C.E. Amp with Capacitor across BEJ

Discussion in 'Homework Help' started by jegues, May 12, 2011.

  1. jegues

    Thread Starter Well-Known Member

    Sep 13, 2010
    Hello all,

    Does this circuit have a formal name to it? I've been trying to find it so I can read up on what this circuit actually does and how it differs from a typical C.E. Amp.

    What is the purpose of the capacitor across the BEJ? Certainly it's not big enough to serve as any type of coupling capacitor to eliminate DC for biasing purposes, correct?

    Any info on this would be greatly appreciated.

    Thanks again!
  2. t_n_k

    AAC Fanatic!

    Mar 6, 2009
    It's probably just getting you to think about the effects of base capacitance on frequency response.

    The cap is effectively in parallel with ac resistance (1+β)re and the 600k base bias resistance. The cut-off frequency will (or won't?) vary as the dynamic emitter resistance 're' varies, given 're' depends on Ie - which in turn relates to the value of VCE.

    Perhaps the role of the 100 ohm input resistance also needs some thinking about ...?

    Also need to remember the gain probably varies somewhat as the value of 're' changes. Gain will also influence the Miller effect (Ccb) so this is not quite as simple as one might think.
    Last edited: May 12, 2011
  3. t_n_k

    AAC Fanatic!

    Mar 6, 2009
    I just noticed it's not Vce that varies but Vcc, in relation to the effect on cut-off frequency. But I guess there will be changes in Ib, Ic & Ie as Vcc varies. Also the gain will change but presumably setting Cπ=0 removes the issue of the Miller effect...? Missed those conditions earlier.

    At Ie=0.3mA the effective current gain would be about 21. Which is very low.

    The effective AC base input resistance would be approx 1.82 kohm. The cut-off frequency would be about 16.8MHz(!!!) - does that make sense?

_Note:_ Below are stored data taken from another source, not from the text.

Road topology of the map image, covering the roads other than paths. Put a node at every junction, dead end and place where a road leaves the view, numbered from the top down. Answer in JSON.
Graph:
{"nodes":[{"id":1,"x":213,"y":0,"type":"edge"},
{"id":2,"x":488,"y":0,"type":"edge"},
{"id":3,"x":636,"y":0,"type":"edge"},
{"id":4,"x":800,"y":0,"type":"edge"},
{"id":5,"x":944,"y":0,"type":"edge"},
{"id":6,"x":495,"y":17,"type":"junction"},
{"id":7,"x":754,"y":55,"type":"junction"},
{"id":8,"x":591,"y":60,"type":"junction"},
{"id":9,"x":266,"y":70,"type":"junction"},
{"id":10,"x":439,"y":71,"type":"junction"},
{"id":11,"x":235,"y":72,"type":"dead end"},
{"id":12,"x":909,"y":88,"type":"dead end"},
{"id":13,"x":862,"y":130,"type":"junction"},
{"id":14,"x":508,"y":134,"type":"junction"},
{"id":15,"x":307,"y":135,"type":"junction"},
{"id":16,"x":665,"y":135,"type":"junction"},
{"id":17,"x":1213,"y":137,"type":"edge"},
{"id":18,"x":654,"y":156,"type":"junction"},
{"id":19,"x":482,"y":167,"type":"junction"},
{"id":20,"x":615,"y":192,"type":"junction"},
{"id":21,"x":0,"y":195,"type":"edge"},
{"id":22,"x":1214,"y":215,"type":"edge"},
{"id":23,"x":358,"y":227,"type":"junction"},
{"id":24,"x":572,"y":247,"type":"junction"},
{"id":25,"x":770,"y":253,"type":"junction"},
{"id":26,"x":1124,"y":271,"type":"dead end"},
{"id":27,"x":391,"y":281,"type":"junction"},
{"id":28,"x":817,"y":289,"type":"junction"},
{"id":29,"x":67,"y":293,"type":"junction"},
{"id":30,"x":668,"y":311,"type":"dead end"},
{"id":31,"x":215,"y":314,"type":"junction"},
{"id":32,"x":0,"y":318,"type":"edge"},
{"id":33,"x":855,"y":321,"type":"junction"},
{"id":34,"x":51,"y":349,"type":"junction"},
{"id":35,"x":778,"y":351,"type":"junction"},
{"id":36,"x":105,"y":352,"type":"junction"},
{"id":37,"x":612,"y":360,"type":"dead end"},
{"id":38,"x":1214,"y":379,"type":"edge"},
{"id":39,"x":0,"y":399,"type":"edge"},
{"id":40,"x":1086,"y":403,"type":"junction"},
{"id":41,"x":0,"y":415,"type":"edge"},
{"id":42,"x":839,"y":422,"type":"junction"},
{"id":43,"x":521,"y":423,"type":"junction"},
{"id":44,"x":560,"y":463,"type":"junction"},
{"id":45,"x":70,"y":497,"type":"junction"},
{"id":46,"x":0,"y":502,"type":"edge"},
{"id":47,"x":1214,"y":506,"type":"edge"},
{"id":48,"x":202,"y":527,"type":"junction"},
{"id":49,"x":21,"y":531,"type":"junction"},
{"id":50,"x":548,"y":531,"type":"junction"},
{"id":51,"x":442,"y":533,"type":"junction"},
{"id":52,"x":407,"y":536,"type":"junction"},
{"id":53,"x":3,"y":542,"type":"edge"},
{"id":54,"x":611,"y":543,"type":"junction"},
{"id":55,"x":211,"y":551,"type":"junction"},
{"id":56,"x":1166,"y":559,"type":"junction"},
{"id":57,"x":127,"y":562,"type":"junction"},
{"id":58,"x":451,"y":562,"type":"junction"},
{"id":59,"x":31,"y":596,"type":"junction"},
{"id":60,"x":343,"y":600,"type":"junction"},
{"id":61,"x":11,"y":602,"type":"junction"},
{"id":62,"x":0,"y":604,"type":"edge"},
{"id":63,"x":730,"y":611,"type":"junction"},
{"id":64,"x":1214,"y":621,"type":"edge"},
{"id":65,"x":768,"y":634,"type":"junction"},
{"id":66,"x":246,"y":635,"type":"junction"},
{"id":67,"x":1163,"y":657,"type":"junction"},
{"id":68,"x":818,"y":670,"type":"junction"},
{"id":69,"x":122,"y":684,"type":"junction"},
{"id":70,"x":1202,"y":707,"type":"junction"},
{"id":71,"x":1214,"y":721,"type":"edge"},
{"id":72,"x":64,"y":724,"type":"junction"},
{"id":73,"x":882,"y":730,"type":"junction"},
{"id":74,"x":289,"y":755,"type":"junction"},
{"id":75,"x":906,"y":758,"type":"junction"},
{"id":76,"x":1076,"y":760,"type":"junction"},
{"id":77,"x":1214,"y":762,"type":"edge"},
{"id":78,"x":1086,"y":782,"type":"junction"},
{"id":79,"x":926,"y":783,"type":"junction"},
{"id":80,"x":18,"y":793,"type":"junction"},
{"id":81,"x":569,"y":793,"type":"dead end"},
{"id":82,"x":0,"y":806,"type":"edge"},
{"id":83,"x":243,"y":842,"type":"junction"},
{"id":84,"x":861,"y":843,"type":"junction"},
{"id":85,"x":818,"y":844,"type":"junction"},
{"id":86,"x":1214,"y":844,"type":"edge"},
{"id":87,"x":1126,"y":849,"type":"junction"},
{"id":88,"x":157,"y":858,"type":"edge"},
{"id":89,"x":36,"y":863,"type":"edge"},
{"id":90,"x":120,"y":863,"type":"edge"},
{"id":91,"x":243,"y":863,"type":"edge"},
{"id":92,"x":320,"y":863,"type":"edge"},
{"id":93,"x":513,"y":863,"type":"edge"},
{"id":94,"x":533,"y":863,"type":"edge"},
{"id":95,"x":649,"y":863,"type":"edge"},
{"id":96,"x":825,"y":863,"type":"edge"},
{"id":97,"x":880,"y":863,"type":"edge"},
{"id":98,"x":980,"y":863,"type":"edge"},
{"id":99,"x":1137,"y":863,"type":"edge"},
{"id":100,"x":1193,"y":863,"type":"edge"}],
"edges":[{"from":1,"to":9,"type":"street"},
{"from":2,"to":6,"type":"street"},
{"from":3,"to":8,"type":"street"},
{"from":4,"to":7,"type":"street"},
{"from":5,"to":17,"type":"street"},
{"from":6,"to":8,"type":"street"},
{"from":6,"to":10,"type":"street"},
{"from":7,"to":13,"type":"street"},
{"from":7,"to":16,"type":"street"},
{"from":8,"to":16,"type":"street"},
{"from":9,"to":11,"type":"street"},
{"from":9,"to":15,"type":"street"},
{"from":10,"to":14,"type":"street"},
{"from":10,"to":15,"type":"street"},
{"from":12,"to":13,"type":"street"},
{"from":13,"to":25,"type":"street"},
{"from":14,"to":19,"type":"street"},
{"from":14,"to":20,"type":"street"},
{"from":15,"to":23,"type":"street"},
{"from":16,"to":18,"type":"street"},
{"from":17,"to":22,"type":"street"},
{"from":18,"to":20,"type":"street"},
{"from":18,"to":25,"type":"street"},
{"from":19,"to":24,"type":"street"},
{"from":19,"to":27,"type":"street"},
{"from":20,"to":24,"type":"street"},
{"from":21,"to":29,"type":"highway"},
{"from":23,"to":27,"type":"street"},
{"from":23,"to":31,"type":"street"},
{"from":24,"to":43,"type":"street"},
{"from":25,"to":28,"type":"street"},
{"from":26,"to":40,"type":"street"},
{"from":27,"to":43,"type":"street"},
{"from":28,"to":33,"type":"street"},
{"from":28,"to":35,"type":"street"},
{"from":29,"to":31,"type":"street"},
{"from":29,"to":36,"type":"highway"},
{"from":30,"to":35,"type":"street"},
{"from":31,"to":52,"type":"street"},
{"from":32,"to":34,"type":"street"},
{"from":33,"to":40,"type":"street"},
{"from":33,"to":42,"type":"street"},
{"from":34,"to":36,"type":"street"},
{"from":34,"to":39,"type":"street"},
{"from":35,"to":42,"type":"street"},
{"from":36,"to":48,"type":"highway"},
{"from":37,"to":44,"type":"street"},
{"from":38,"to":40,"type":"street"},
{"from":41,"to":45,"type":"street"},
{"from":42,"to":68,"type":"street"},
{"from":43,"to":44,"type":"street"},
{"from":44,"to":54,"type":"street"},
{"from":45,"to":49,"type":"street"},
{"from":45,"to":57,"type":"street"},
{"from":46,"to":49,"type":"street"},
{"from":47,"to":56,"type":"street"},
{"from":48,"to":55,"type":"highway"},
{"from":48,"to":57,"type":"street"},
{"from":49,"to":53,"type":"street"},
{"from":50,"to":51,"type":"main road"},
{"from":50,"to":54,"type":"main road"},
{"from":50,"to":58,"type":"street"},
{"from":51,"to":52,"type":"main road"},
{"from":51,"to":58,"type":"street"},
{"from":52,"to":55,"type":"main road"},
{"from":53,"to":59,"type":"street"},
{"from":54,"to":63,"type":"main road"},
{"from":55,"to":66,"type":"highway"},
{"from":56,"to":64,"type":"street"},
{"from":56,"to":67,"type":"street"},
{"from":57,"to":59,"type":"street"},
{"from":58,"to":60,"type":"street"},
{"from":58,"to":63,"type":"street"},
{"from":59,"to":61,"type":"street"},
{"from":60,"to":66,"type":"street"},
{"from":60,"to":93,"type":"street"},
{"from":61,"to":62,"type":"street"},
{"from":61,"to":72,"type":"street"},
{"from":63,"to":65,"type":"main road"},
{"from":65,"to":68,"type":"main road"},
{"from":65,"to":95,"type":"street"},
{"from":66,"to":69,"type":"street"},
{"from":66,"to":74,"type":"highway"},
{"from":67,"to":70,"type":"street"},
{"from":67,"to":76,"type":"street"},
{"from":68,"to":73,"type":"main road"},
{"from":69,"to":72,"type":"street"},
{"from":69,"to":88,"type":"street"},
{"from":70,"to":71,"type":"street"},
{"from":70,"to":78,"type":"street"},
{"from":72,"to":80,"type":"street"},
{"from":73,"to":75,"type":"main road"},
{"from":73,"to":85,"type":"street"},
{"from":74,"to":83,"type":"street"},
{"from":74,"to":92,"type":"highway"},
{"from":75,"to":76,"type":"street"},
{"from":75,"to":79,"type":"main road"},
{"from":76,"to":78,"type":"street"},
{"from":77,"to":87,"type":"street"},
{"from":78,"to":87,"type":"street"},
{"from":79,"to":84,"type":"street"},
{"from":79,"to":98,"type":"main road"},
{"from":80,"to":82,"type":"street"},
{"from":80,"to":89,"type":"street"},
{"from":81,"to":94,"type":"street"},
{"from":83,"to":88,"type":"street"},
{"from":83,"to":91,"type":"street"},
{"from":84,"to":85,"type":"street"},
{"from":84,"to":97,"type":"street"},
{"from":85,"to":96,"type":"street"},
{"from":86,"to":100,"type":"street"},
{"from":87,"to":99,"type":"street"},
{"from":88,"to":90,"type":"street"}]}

    If Vcc is doubled then Ie would approximately double changing the base input resistance to 910 ohm. The cut-off frequency would then be 17.66MHz. I'm not sure if this makes much sense.

    I decided to run a simulation using the 2N3904. One in fact needs an Rb of about 3.3M to get Ie down to ~0.3mA at Vcc=9V. Beta being much greater than 21. With Vcc=9V the upper 3dB point was about 7.8MHz (Ie=0.3mA, Av=30.6dB). With Vcc=18V the cut-off was about 5.7MHz (Ie=.83mA, Av=38.8dB). I suspect the simulation model was perhaps characterizing the Miller effect with the higher gain degrading the bandwidth.

    I wonder about the practical "value" of the question.
    Last edited: May 12, 2011